The food crisis has worsened because of the effects of climate change. It was severe even before the Taliban took over the government. Now, the Taliban is blocked from accessing money and property held outside the country by nations still deciding how to deal with the Taliban government.
Beasley said that money already meant for development assistance should be repurposed for humanitarian aid. Some countries have already redirected aid in this way. Beasley added that money frozen by other nations could be released through U.N. agencies. "You've got to unfreeze these funds so people can survive," he said.

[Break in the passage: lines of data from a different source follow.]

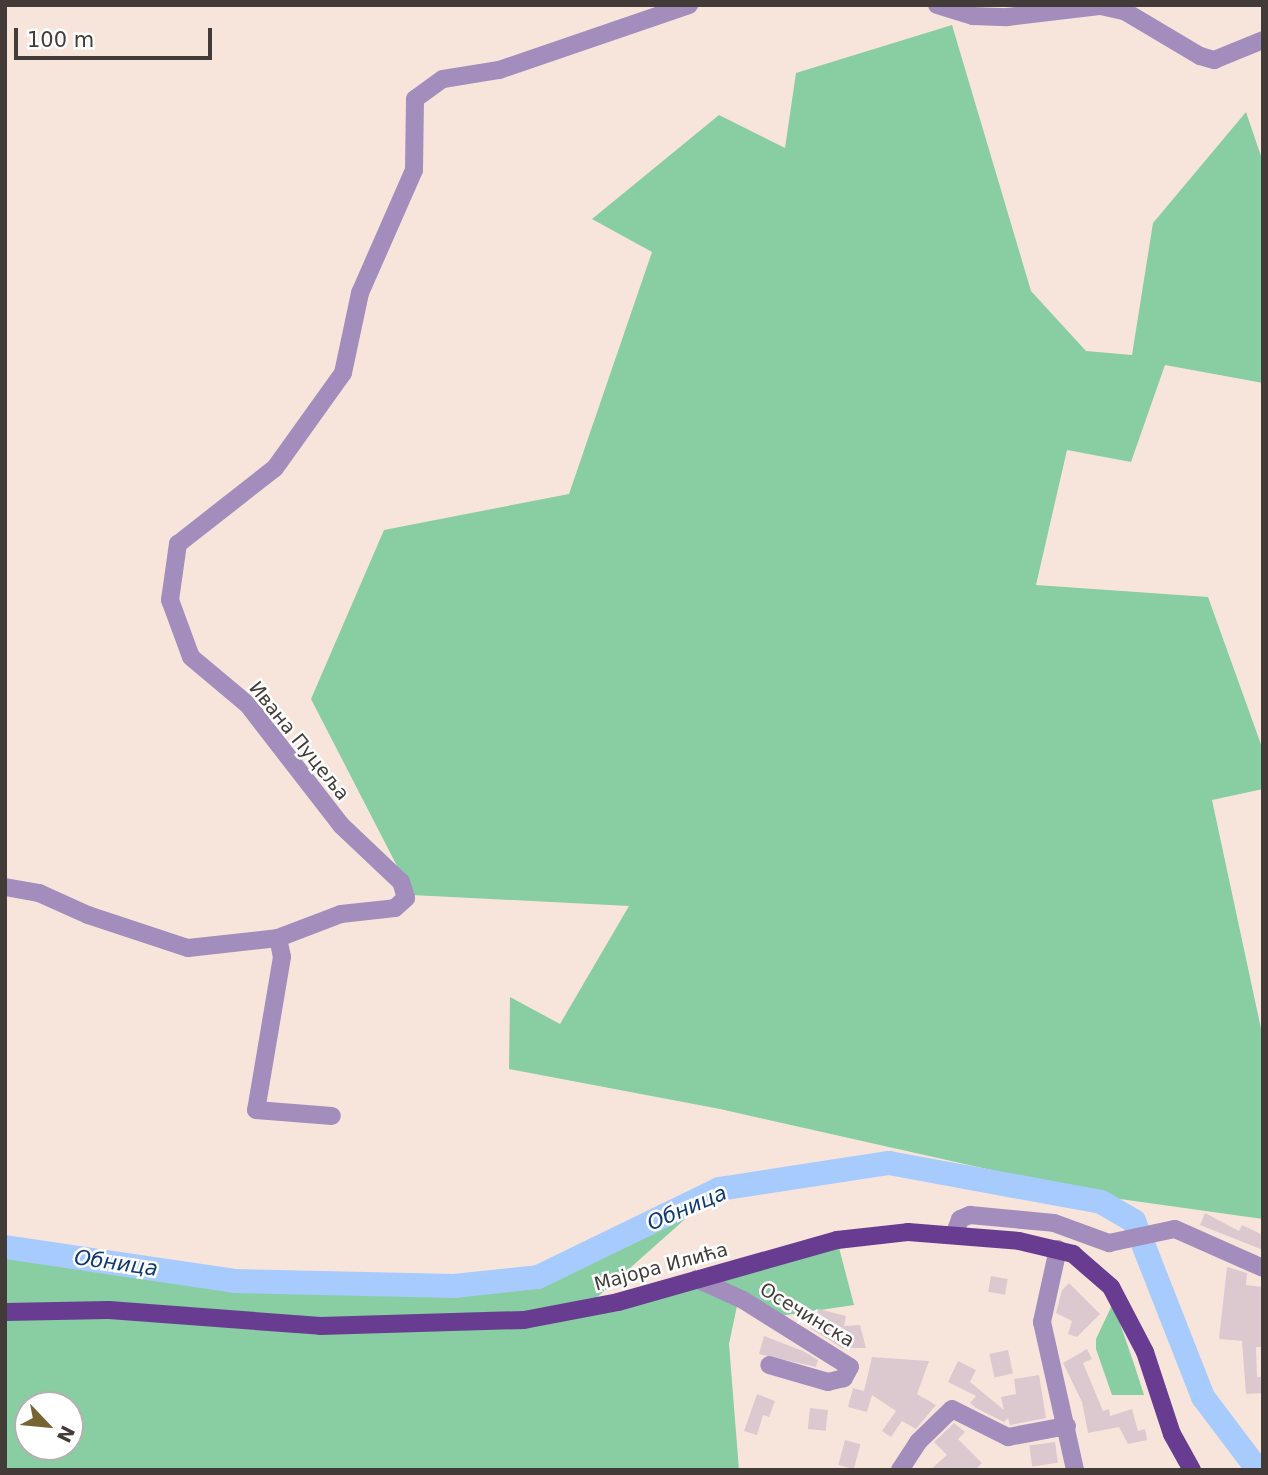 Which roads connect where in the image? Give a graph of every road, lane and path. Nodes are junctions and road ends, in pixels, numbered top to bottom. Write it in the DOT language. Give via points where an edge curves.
graph roads {
  1 [pos="689,5"];
  2 [pos="937,5"];
  3 [pos="1263,40"];
  4 [pos="7,887"];
  5 [pos="278,938"];
  6 [pos="332,1116"];
  7 [pos="954,1235"];
  8 [pos="1058,1249"];
  9 [pos="1263,1268"];
  10 [pos="697,1279"];
  11 [pos="5,1312"];
  12 [pos="769,1365"];
  13 [pos="1067,1426"];
  14 [pos="900,1470"];
  15 [pos="1075,1470"];
  16 [pos="1192,1470"];
  1 -- 5 [label="street, Ивана Пуцеља" via="499,70 443,79 415,99 414,170 360,293 343,373 275,468 178,544 170,600 191,657 247,704 341,825 401,882 406,898 395,908 341,914"];
  2 -- 3 [label="street" via="973,16 1007,17 1101,6 1126,12 1199,56 1214,60"];
  4 -- 5 [label="street, Ивана Пуцеља" via="39,893 88,915 188,948"];
  5 -- 6 [label="street" via="282,957 256,1110"];
  7 -- 8 [label="main road, Мајора Илића"];
  7 -- 9 [label="street" via="960,1219 970,1215 1042,1220 1102,1241 1119,1242 1168,1230 1193,1233"];
  7 -- 10 [label="main road, Мајора Илића" via="908,1232 837,1240"];
  8 -- 13 [label="street" via="1042,1322"];
  8 -- 16 [label="main road, Мајора Илића" via="1083,1260 1119,1298 1145,1352 1172,1434"];
  10 -- 11 [label="main road, Мајора Илића" via="573,1311 494,1321 320,1326 102,1309"];
  10 -- 12 [label="street, Осечинска" via="743,1300 850,1367 844,1378 831,1382"];
  13 -- 14 [label="street" via="1008,1437 952,1409 918,1442"];
  13 -- 15 [label="street"];
}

U.N. officials have said the World Food Programme needs up to $220 million a month to partly feed the millions of Afghans facing food insecurity as winter nears.
Economic problems have led many Afghans to sell personal belongings to pay for food, Reuters reported. The latest food crisis has hit both cities and rural areas.
Aid groups have urged countries that are concerned about human rights under the Taliban to start negotiations with the new rulers before the situation gets worse. Beasley said a total economic collapse in Afghanistan could create a massive refugee flow similar to the 2015 migration crisis from Syria into Europe.
"I don't think the leaders in the world realize what is coming their way," Beasley said.
When asked about the country's humanitarian crisis, Taliban spokesman Zabihullah Mujahid told Agence France-Presse on Sunday: "We are trying to get our people out of the current situation and help them." He added that "humanitarian aid has also arrived."
Mujahid said the government was attempting to collect and give out necessities to those in need, including food and clothing. He promised, "All worries will be resolved."
I'm Bryan Lynn.
Reuters and Agence France-Presse reported on this story. Bryan Lynn adapted the reports for VOA Learning English. Ashley Thompson was the editor.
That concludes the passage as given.